* **Try it**: Copy every line of the data that contains the string "Jean".
Segment Start: Data for this exercise
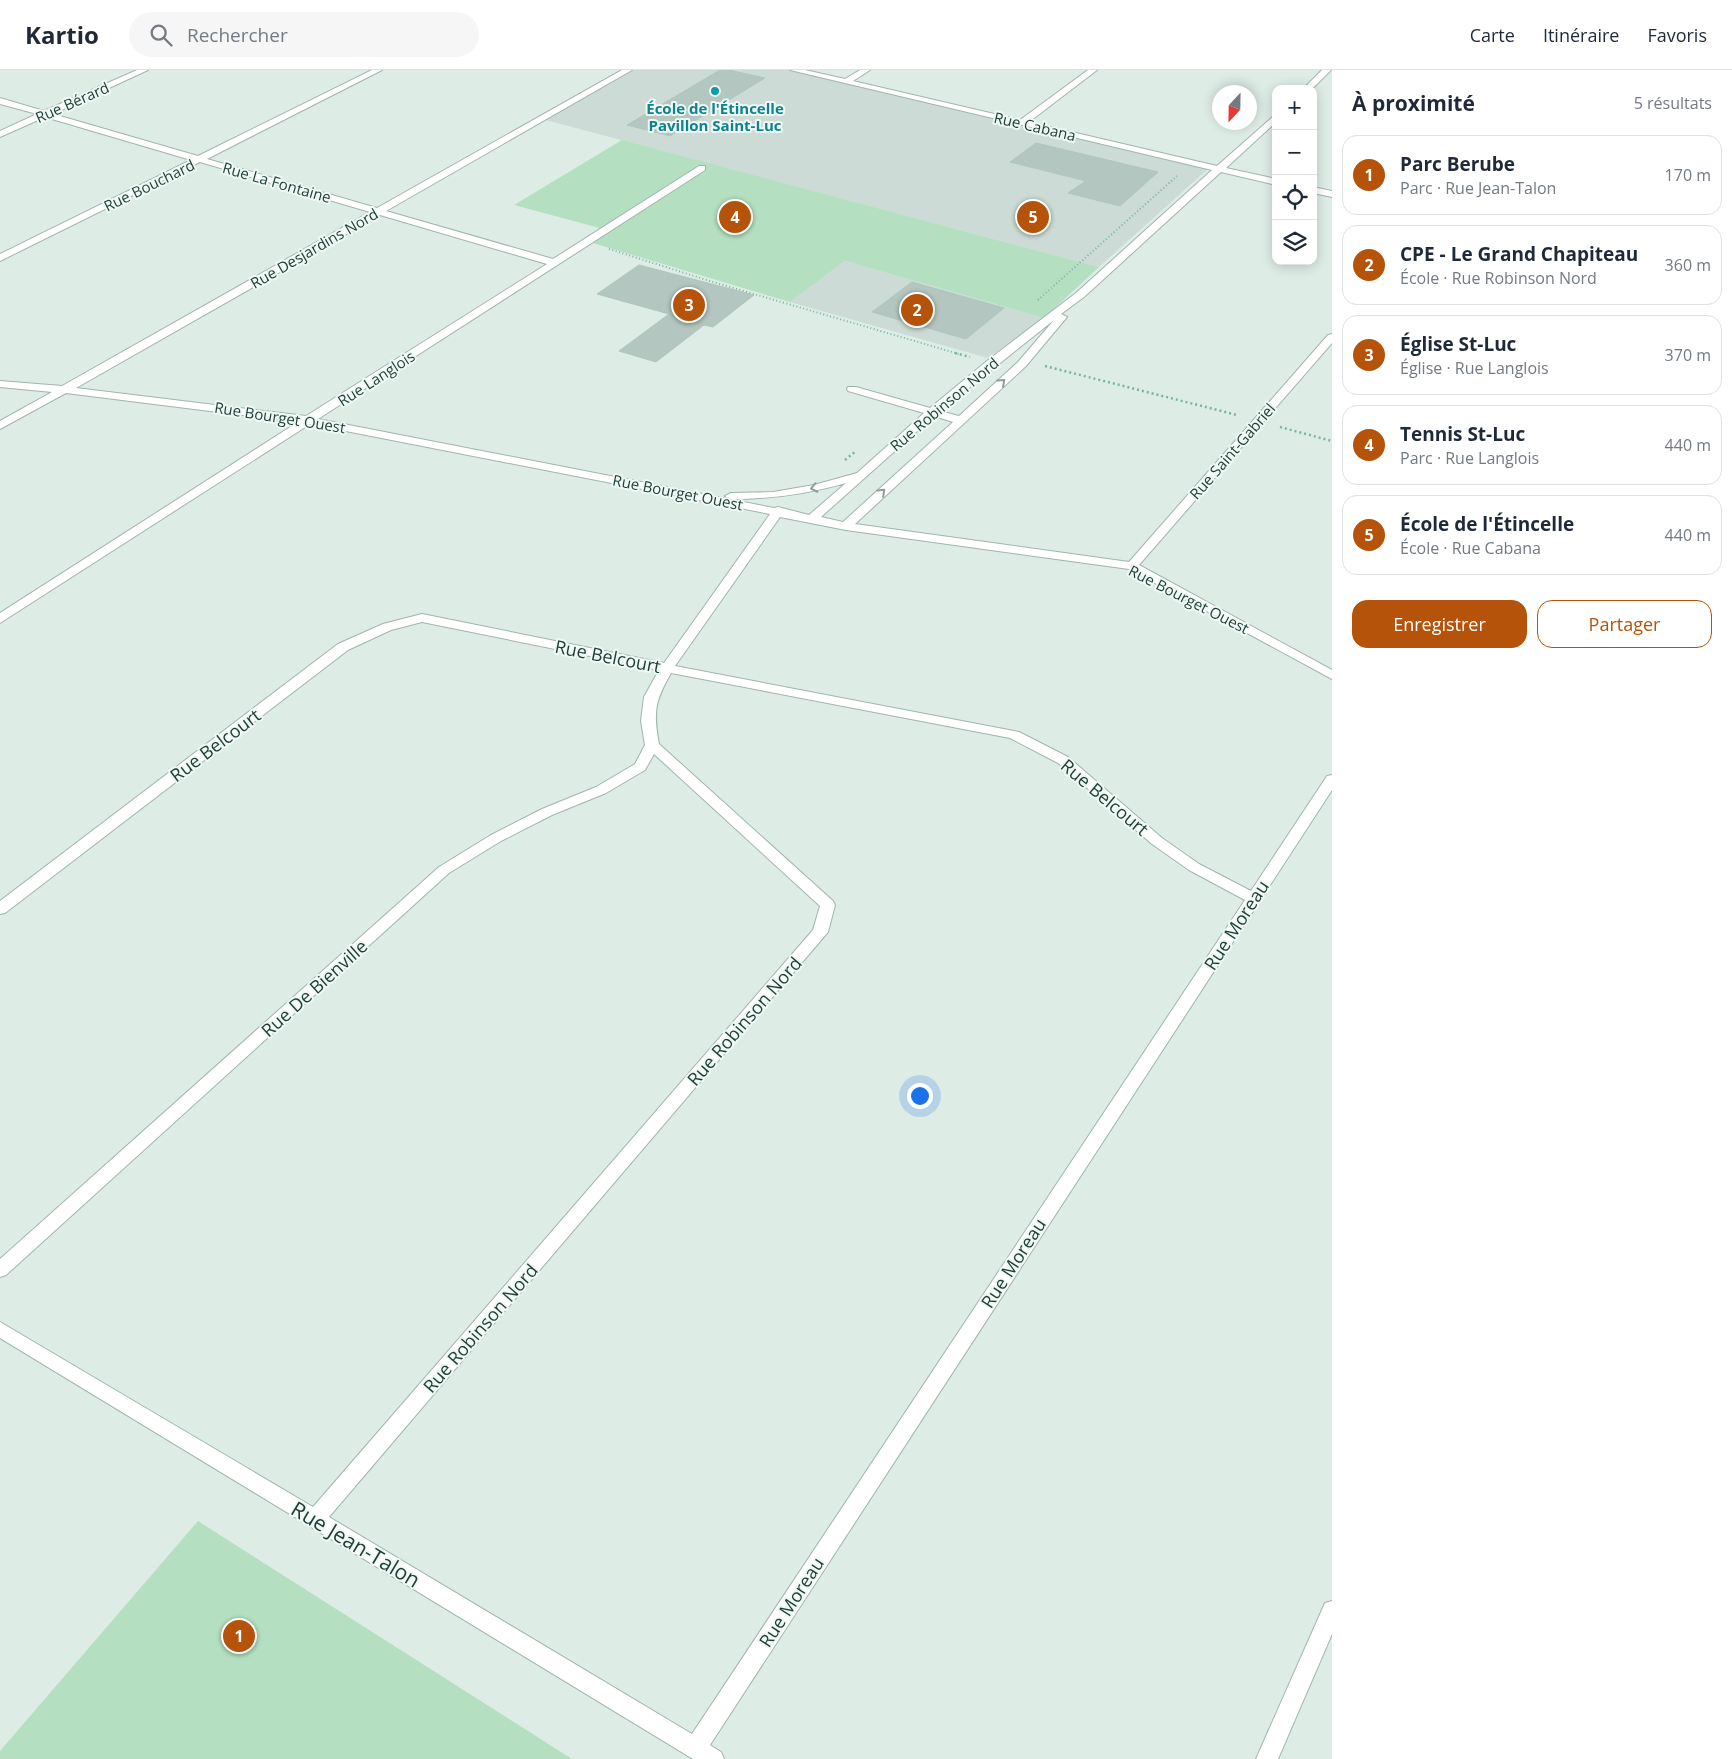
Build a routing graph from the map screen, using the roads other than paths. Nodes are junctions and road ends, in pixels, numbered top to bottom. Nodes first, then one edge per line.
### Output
1 (144, 70) edge
2 (378, 70) edge
3 (628, 70) edge
4 (794, 70) edge
5 (866, 70) edge
6 (1092, 70) edge
7 (1328, 70) edge
8 (846, 82) junction
9 (1311, 85) edge
10 (0, 101) edge
11 (44, 114) junction
12 (1272, 121) edge
13 (1022, 123) junction
14 (0, 134) edge
15 (200, 160) junction
16 (702, 168) dead end
17 (1219, 169) junction
18 (1272, 181) edge
19 (1317, 191) edge
20 (1332, 194) edge
21 (378, 212) junction
22 (0, 258) edge
23 (555, 263) junction
24 (1080, 295) junction
25 (1332, 336) edge
26 (0, 384) edge
27 (66, 389) junction
28 (852, 389) dead end
29 (932, 412) junction
30 (308, 420) junction
31 (959, 420) junction
32 (0, 426) edge
33 (861, 475) junction
34 (704, 496) junction
35 (778, 511) junction
36 (813, 518) junction
37 (846, 526) junction
38 (1132, 566) junction
39 (0, 619) edge
40 (668, 668) junction
41 (1332, 675) edge
42 (652, 745) junction
43 (1332, 778) edge
44 (1253, 898) junction
45 (0, 909) edge
46 (0, 1270) edge
47 (0, 1329) edge
48 (315, 1519) junction
49 (1332, 1610) edge
50 (695, 1748) junction
51 (713, 1759) edge
52 (1267, 1759) edge

1 - 11 street, Rue Bérard
2 - 15 street, Rue Bouchard
3 - 21 street, Rue Desjardins Nord
4 - 8 street, Rue Cabana
5 - 8 street
6 - 13 street
7 - 9 street
8 - 13 street, Rue Cabana
10 - 11 street, Rue La Fontaine
11 - 14 street, Rue Bérard
11 - 15 street, Rue La Fontaine
12 - 17 street, Rue Robinson Nord
13 - 17 street, Rue Cabana
15 - 21 street, Rue La Fontaine
15 - 22 street, Rue Bouchard
16 - 23 street, Rue Langlois
17 - 18 street, Rue Cabana
17 - 24 street, Rue Robinson Nord
19 - 20 street
21 - 23 street, Rue La Fontaine
21 - 27 street, Rue Desjardins Nord
23 - 30 street, Rue Langlois
24 - 29 street, Rue Robinson Nord
31 -> 24 street, Rue Robinson Nord
25 - 38 street, Rue Saint-Gabriel
26 - 27 street, Rue Bourget Ouest
27 - 30 street, Rue Bourget Ouest
27 - 32 street, Rue Desjardins Nord
28 - 29 street
29 - 31 street
29 - 33 street, Rue Robinson Nord
30 - 34 street, Rue Bourget Ouest
30 - 39 street, Rue Langlois
37 -> 31 street, Rue Robinson Nord
33 -> 34 street
33 - 36 street, Rue Robinson Nord
34 - 35 street, Rue Bourget Ouest
35 - 36 street, Rue Bourget Ouest
35 - 40 street
36 - 37 street, Rue Bourget Ouest
37 - 38 street, Rue Bourget Ouest
38 - 41 street, Rue Bourget Ouest
40 - 42 street
40 - 44 street, Rue Belcourt
40 - 45 street, Rue Belcourt
42 - 46 street, Rue De Bienville
42 - 48 street, Rue Robinson Nord
43 - 44 street, Rue Moreau
44 - 50 street, Rue Moreau
47 - 48 street, Rue Jean-Talon
48 - 50 street, Rue Jean-Talon
49 - 52 street
50 - 51 street, Rue Jean-Talon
Segment End: Data for this exercise
* **Output of the task**:
47 - 48 street, Rue Jean-Talon
48 - 50 street, Rue Jean-Talon
50 - 51 street, Rue Jean-Talon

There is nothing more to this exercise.